Examples on social networking sites include someone calling staff ‘murdering scumbags’, adding: ‘We won’t be smiling when we come to hang you b******s.’ Another said: ‘Know anyone who works for Atos? Kill them.’
The company has regularly come under fire over the assessments – which are used to gauge eligibility for employment and support allowance and incapacity benefit – amid claims people are being wrongly recommended for work or put through stressful medical interviews.
One third of its decisions have been overturned on appeal and the firm has become a lightning rod for Left-wing critics of the Government’s welfare reforms.
Atos Healthcare revealed it has been in discussions with officials for ‘several months’ about ending its work capability assessment contract, which was due to run until August 2015.
A spokesman insisted it would not ‘walk away’ from the contract and that it would continue to provide a service until new contractors had been appointed.
‘For several months now we have been endeavouring to agree an early exit from the work capability assessment contract,’ the spokesman said.
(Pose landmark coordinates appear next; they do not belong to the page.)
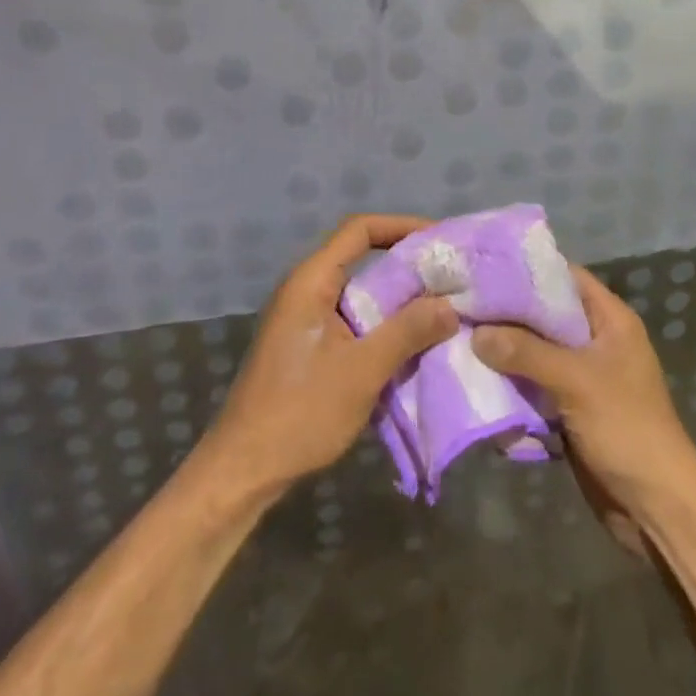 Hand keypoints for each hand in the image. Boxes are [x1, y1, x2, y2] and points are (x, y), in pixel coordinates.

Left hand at [194, 215, 457, 504]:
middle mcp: (306, 290)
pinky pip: (353, 320)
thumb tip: (449, 305)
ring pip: (360, 293)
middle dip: (407, 265)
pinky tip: (413, 344)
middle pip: (361, 258)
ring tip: (442, 307)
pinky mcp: (308, 346)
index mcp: (311, 281)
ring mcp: (305, 319)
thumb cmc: (300, 412)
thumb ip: (407, 332)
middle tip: (451, 277)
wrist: (244, 469)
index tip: (440, 238)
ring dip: (398, 299)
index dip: (401, 226)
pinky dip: (383, 324)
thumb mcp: (362, 370)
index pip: (359, 230)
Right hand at [471, 266, 695, 522]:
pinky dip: (511, 383)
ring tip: (459, 338)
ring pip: (535, 351)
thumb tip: (476, 333)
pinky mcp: (569, 407)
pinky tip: (477, 379)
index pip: (565, 276)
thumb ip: (525, 352)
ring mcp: (582, 375)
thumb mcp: (576, 381)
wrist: (655, 507)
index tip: (484, 268)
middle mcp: (596, 340)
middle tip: (462, 304)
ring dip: (504, 351)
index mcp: (610, 320)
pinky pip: (534, 384)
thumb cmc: (626, 429)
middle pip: (544, 314)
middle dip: (506, 313)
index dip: (527, 270) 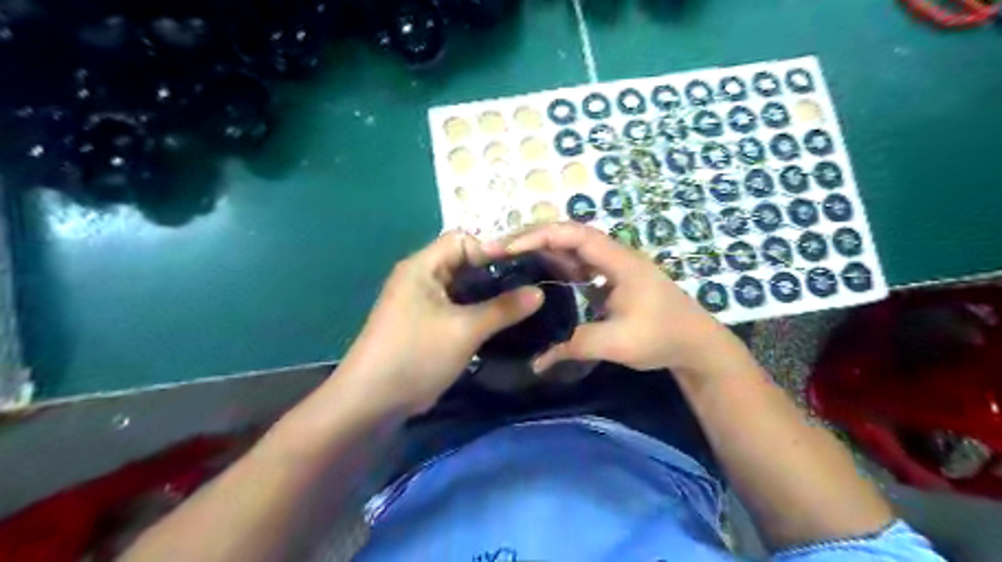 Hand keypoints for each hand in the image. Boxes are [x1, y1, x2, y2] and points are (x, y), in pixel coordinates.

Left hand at [335, 231, 543, 414]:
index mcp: (422, 267)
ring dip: (488, 294)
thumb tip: (540, 291)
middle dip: (494, 273)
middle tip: (528, 285)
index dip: (491, 249)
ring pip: (462, 288)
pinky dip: (477, 311)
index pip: (462, 240)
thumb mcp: (465, 330)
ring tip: (522, 303)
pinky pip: (457, 307)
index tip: (523, 268)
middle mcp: (421, 278)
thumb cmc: (416, 354)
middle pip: (463, 262)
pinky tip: (501, 321)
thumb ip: (504, 308)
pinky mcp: (425, 323)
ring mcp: (422, 302)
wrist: (372, 401)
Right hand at [485, 222, 742, 377]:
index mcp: (619, 261)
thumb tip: (536, 363)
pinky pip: (578, 264)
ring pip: (572, 248)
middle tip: (500, 251)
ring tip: (511, 258)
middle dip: (533, 238)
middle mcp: (614, 256)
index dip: (539, 236)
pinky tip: (539, 275)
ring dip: (542, 250)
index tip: (509, 249)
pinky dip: (556, 265)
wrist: (696, 344)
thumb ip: (574, 346)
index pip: (574, 235)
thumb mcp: (617, 343)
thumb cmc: (662, 337)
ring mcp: (613, 266)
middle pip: (569, 235)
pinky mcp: (611, 279) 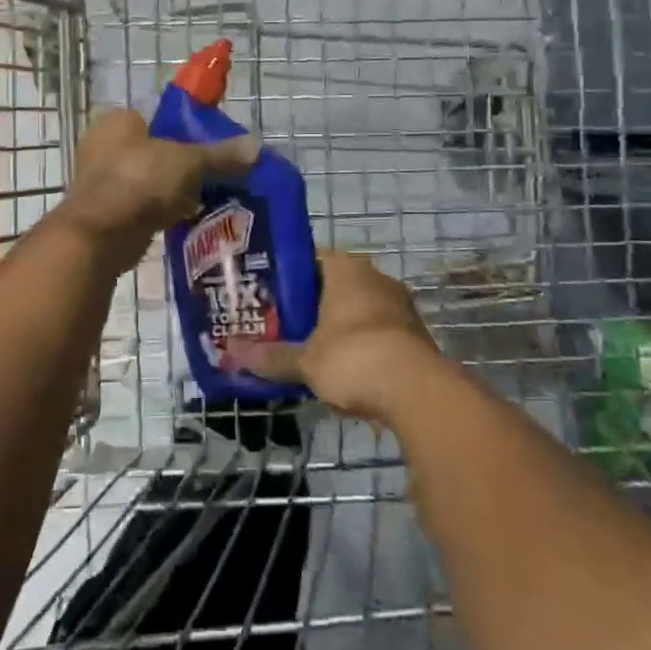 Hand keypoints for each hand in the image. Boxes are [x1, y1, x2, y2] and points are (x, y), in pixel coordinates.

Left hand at [54, 108, 259, 275]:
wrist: (101, 235)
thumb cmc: (141, 181)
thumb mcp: (189, 162)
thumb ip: (221, 154)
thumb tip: (256, 146)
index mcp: (118, 121)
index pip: (158, 118)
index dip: (186, 131)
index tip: (210, 149)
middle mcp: (103, 145)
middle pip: (155, 150)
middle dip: (181, 165)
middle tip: (211, 177)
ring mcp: (100, 180)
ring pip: (148, 180)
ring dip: (171, 191)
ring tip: (204, 200)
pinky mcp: (103, 212)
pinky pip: (140, 205)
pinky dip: (159, 211)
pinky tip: (183, 220)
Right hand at [231, 250, 443, 422]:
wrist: (417, 391)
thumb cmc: (353, 357)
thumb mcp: (305, 361)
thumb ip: (272, 357)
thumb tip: (233, 355)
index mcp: (346, 270)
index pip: (312, 258)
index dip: (290, 276)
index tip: (270, 295)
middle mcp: (375, 278)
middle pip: (336, 285)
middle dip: (313, 305)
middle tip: (286, 325)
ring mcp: (400, 305)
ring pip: (359, 310)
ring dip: (340, 327)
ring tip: (312, 350)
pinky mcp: (416, 334)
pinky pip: (379, 332)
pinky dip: (362, 346)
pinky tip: (345, 370) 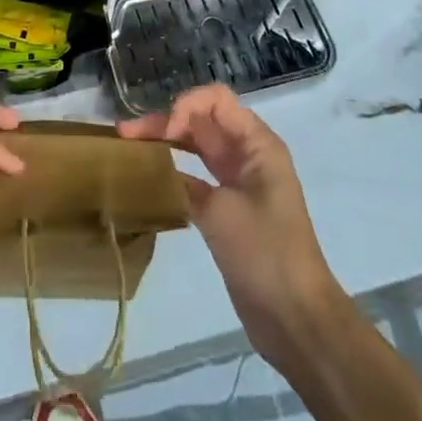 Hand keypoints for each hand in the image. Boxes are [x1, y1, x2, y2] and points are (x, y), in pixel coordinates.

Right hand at [119, 84, 340, 361]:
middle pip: (201, 121)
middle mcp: (247, 155)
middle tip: (125, 134)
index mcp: (256, 144)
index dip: (186, 106)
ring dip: (165, 144)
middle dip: (164, 122)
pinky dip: (172, 173)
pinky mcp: (227, 210)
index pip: (216, 100)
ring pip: (195, 147)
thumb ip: (186, 182)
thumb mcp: (223, 211)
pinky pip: (195, 178)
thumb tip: (155, 169)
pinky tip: (146, 179)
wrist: (296, 320)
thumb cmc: (266, 253)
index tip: (166, 134)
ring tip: (128, 146)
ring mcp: (237, 183) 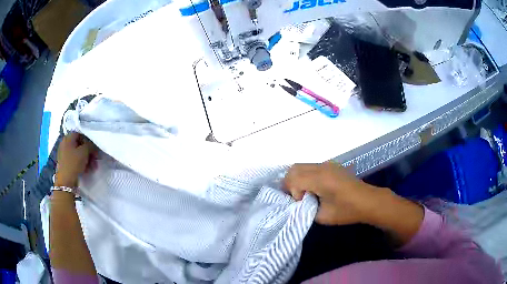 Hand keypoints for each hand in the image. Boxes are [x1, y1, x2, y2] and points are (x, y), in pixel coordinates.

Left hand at [55, 132, 97, 187]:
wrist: (65, 182)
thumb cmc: (74, 163)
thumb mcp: (84, 152)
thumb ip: (90, 145)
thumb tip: (93, 144)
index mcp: (68, 138)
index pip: (80, 134)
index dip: (88, 140)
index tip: (94, 148)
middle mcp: (65, 143)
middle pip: (80, 144)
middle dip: (89, 152)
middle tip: (96, 159)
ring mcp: (64, 154)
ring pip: (78, 153)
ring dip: (87, 159)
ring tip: (93, 167)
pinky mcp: (65, 163)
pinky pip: (75, 159)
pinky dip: (82, 163)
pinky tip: (87, 170)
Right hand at [283, 162, 377, 225]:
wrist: (368, 201)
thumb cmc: (347, 211)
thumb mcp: (323, 216)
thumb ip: (306, 209)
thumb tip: (299, 203)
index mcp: (320, 179)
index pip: (293, 178)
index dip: (292, 192)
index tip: (301, 203)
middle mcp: (322, 167)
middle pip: (294, 168)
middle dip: (291, 183)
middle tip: (298, 198)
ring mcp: (327, 164)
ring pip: (302, 166)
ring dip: (298, 179)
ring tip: (306, 194)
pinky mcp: (332, 166)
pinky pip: (311, 167)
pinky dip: (306, 176)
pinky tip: (315, 188) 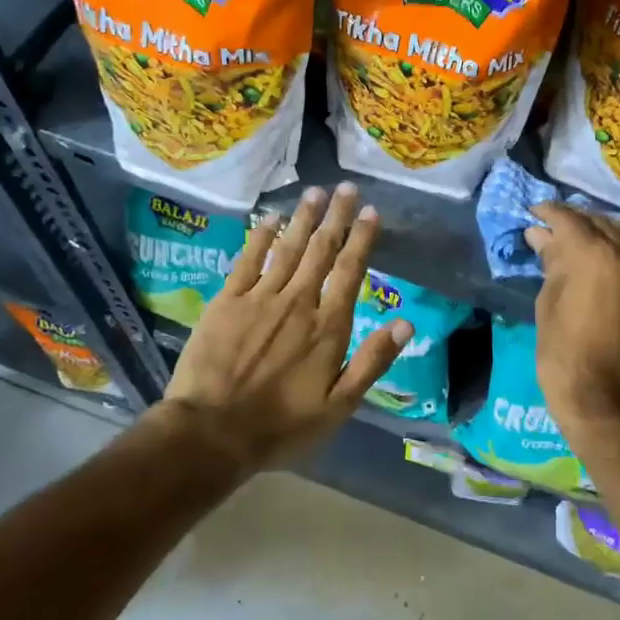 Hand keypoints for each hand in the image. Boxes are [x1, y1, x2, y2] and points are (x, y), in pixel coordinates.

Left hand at [162, 184, 409, 472]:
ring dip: (303, 218)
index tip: (371, 212)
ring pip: (288, 248)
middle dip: (336, 217)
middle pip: (321, 251)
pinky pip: (248, 259)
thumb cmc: (280, 425)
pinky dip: (260, 236)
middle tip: (345, 187)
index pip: (350, 272)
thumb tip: (406, 322)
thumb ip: (372, 362)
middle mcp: (298, 303)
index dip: (361, 239)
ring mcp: (260, 298)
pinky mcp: (227, 301)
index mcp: (328, 327)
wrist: (212, 431)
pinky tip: (270, 218)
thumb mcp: (338, 406)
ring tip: (315, 191)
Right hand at [525, 203, 619, 426]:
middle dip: (576, 221)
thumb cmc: (563, 354)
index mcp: (593, 255)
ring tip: (582, 243)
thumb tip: (541, 236)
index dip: (549, 212)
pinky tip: (605, 268)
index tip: (535, 212)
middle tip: (555, 227)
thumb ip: (551, 264)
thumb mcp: (547, 304)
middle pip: (601, 223)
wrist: (606, 401)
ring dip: (602, 235)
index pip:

‘We will not walk away from a front-line service. Our focus remains on delivering the services we are contracted to provide in a professional and compassionate way until a new service begins.’
However, relations with the Department for Work and Pensions appear to be close to breakdown amid persistent criticism over the quality of Atos’s assessments.
Kate Green, shadow minister for disabled people, said: ‘People have been badly let down by Atos. But changing the contract isn’t enough. It’s time for the government to fundamentally reform work capability assessments so disabled people who can work are given support they need to find a job.’
The DWP yesterday refused to comment.